> DIRECTIONS: Reproduce every record exactly as it appears, but not the pictures.

* * * * * * * * *

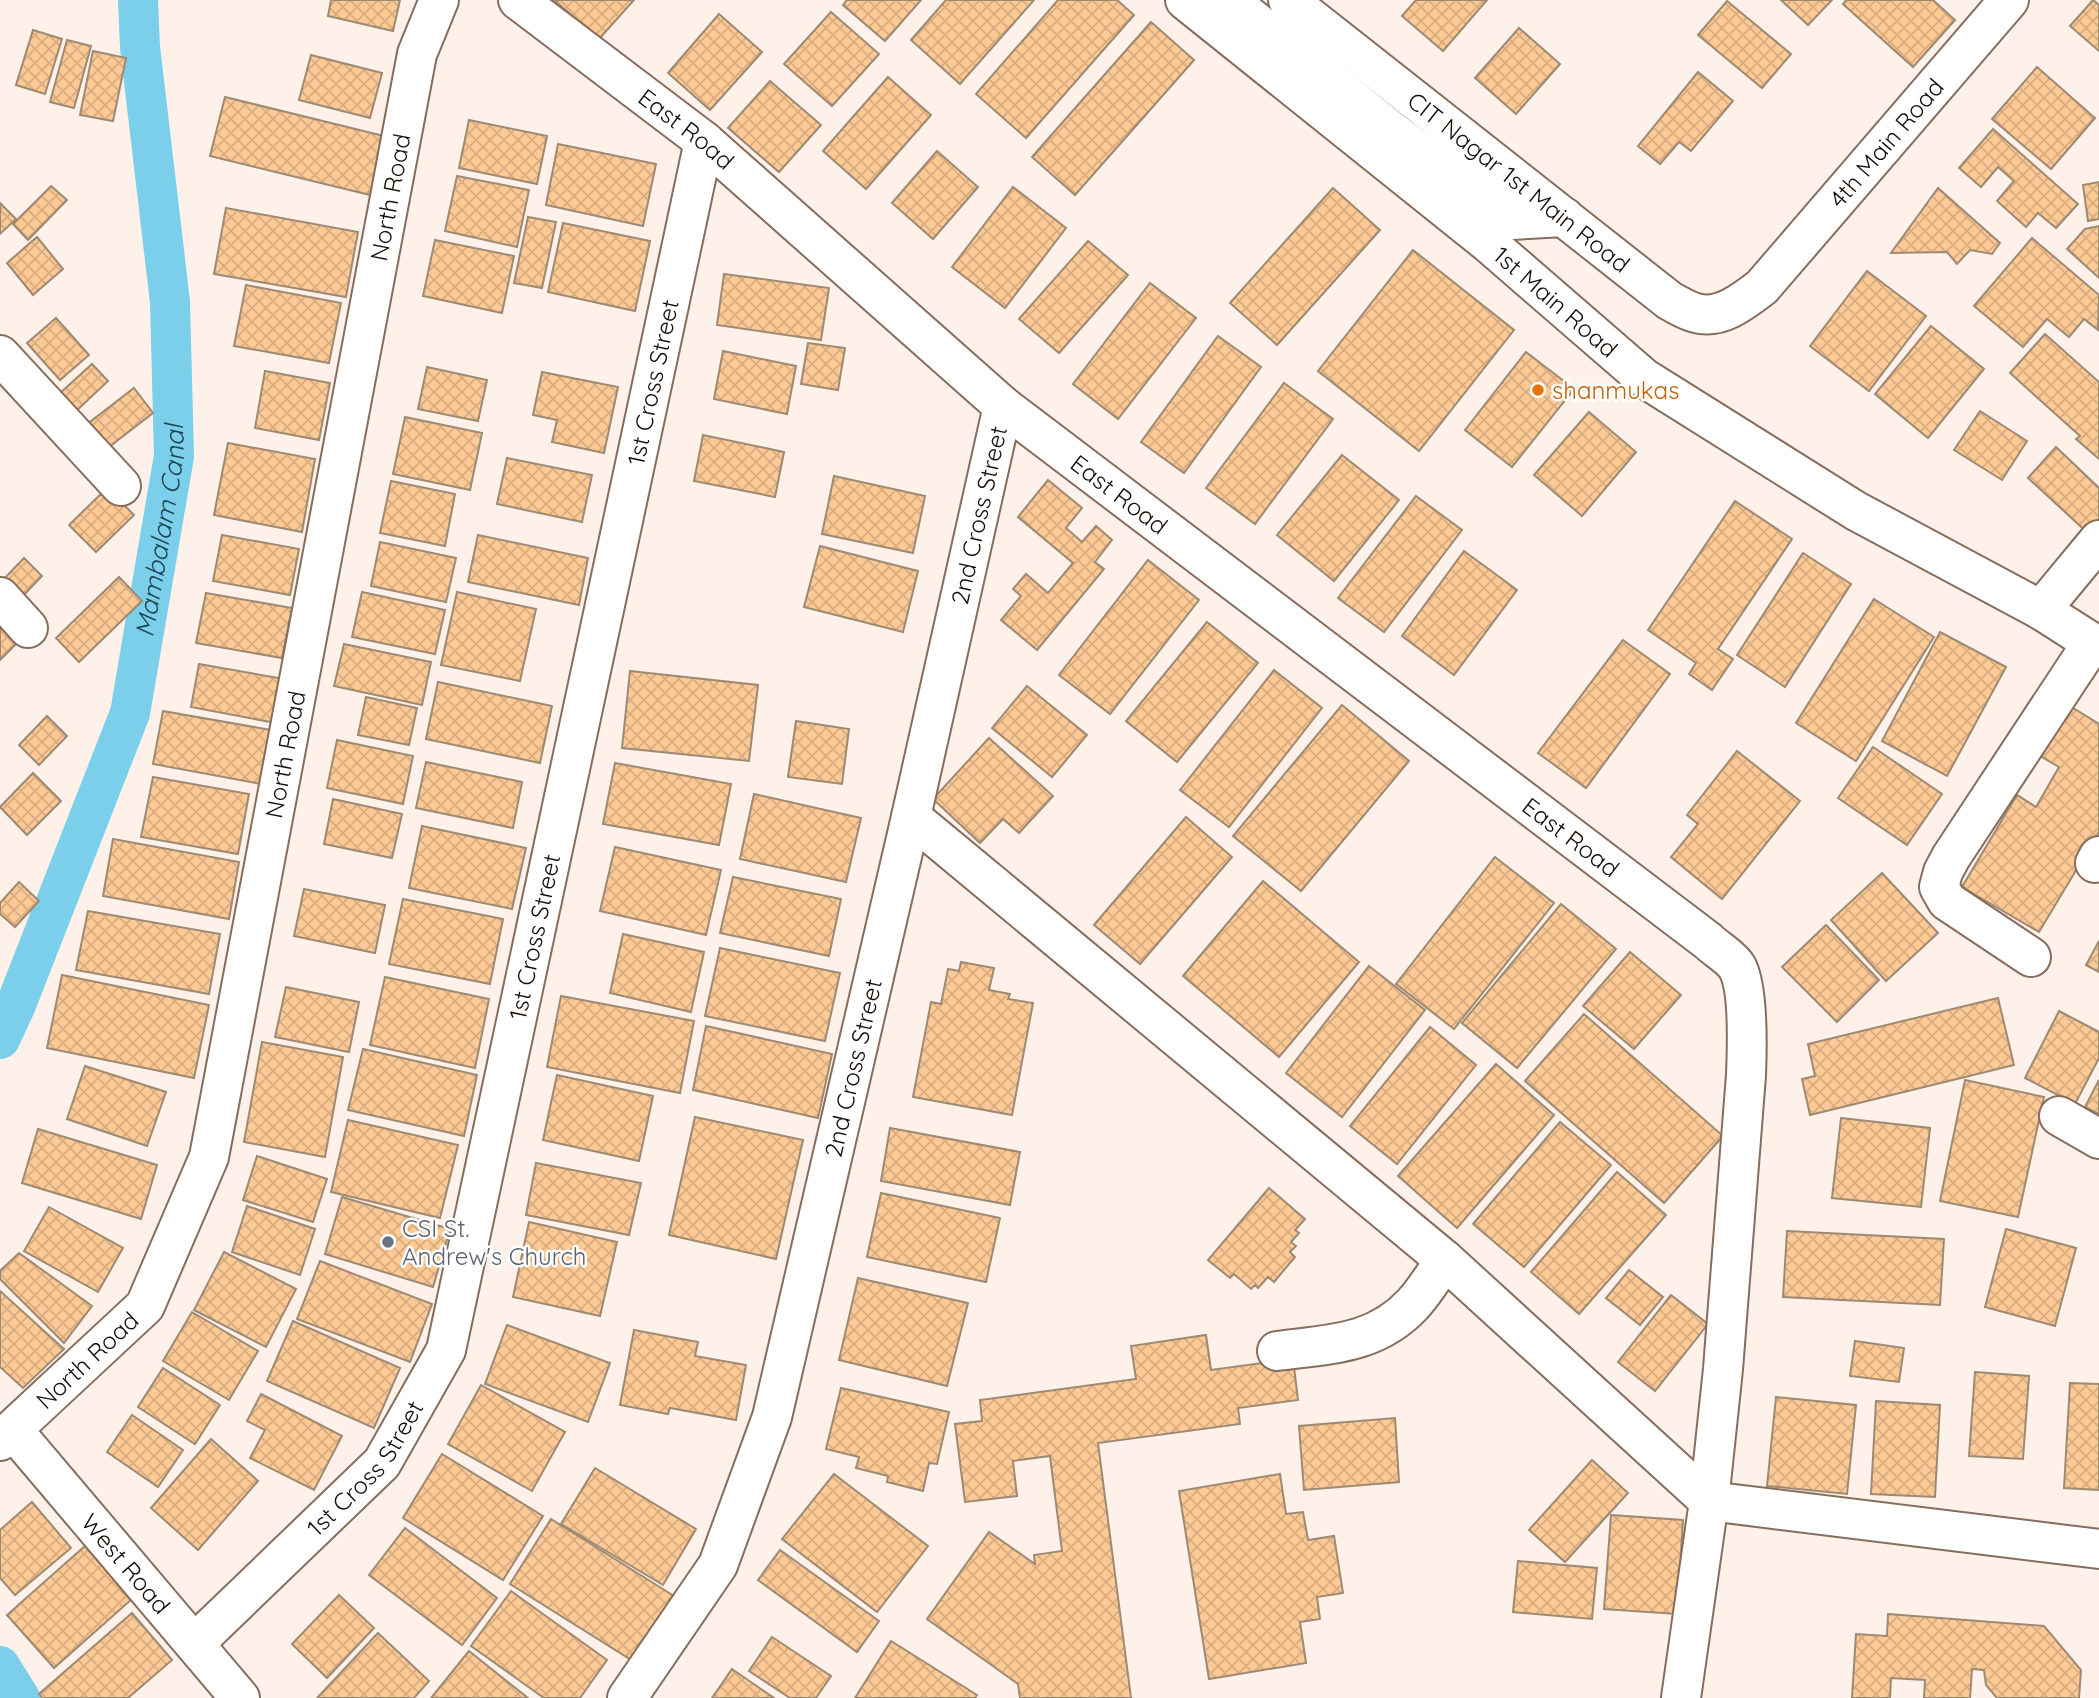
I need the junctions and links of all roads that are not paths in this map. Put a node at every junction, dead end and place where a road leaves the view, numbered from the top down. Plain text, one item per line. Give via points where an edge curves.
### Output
1 (439, 0) edge
2 (518, 0) edge
3 (1185, 0) edge
4 (1229, 0) edge
5 (1288, 0) edge
6 (2002, 3) edge
7 (704, 141) junction
8 (1563, 217) junction
9 (1511, 220) junction
10 (1523, 273) junction
11 (1762, 288) joint
12 (0, 355) edge
13 (1003, 406) junction
14 (121, 486) dead end
15 (2099, 540) edge
16 (0, 597) edge
17 (2040, 610) junction
18 (29, 628) dead end
19 (2096, 645) edge
20 (911, 817) junction
21 (2031, 957) dead end
22 (2059, 1116) dead end
23 (2099, 1139) edge
24 (1445, 1260) junction
25 (1277, 1351) dead end
26 (6, 1435) edge
27 (1709, 1502) junction
28 (2099, 1549) edge
29 (195, 1643) junction
30 (240, 1698) edge
31 (627, 1698) edge
32 (1681, 1698) edge

1 - 26 street, North Road via 417,54 209,1157 145,1306
2 - 7 street, East Road
3 - 10 street, 1st Main Road
4 - 9 street
5 - 8 street, CIT Nagar 1st Main Road
6 - 11 street, 4th Main Road
7 - 13 street, East Road
7 - 29 street, 1st Cross Street via 446,1350 382,1463
8 - 9 street
8 - 11 street, CIT Nagar 1st Main Road via 1670,301 1697,314 1718,313
9 - 10 street
10 - 17 street, 1st Main Road via 1644,378 1856,511
12 - 14 street
13 - 20 street, 2nd Cross Street
13 - 27 street, East Road via 1737,967 1744,995 1746,1075
15 - 17 street
16 - 18 street
17 - 19 street, 1st Main Road
19 - 21 street via 1951,857 1939,887 1947,901
20 - 24 street
20 - 31 street, 2nd Cross Street via 772,1417 718,1565
22 - 23 street
24 - 25 street via 1414,1303 1361,1339
24 - 27 street
26 - 29 street, West Road
27 - 28 street
27 - 32 street
29 - 30 street, West Road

* * * * * * * * *

> ANSWER SPACE:
I need the junctions and links of all roads that are not paths in this map. Put a node at every junction, dead end and place where a road leaves the view, numbered from the top down. Plain text, one item per line. Give via points where an edge curves.
### Output
1 (439, 0) edge
2 (518, 0) edge
3 (1185, 0) edge
4 (1229, 0) edge
5 (1288, 0) edge
6 (2002, 3) edge
7 (704, 141) junction
8 (1563, 217) junction
9 (1511, 220) junction
10 (1523, 273) junction
11 (1762, 288) joint
12 (0, 355) edge
13 (1003, 406) junction
14 (121, 486) dead end
15 (2099, 540) edge
16 (0, 597) edge
17 (2040, 610) junction
18 (29, 628) dead end
19 (2096, 645) edge
20 (911, 817) junction
21 (2031, 957) dead end
22 (2059, 1116) dead end
23 (2099, 1139) edge
24 (1445, 1260) junction
25 (1277, 1351) dead end
26 (6, 1435) edge
27 (1709, 1502) junction
28 (2099, 1549) edge
29 (195, 1643) junction
30 (240, 1698) edge
31 (627, 1698) edge
32 (1681, 1698) edge

1 - 26 street, North Road via 417,54 209,1157 145,1306
2 - 7 street, East Road
3 - 10 street, 1st Main Road
4 - 9 street
5 - 8 street, CIT Nagar 1st Main Road
6 - 11 street, 4th Main Road
7 - 13 street, East Road
7 - 29 street, 1st Cross Street via 446,1350 382,1463
8 - 9 street
8 - 11 street, CIT Nagar 1st Main Road via 1670,301 1697,314 1718,313
9 - 10 street
10 - 17 street, 1st Main Road via 1644,378 1856,511
12 - 14 street
13 - 20 street, 2nd Cross Street
13 - 27 street, East Road via 1737,967 1744,995 1746,1075
15 - 17 street
16 - 18 street
17 - 19 street, 1st Main Road
19 - 21 street via 1951,857 1939,887 1947,901
20 - 24 street
20 - 31 street, 2nd Cross Street via 772,1417 718,1565
22 - 23 street
24 - 25 street via 1414,1303 1361,1339
24 - 27 street
26 - 29 street, West Road
27 - 28 street
27 - 32 street
29 - 30 street, West Road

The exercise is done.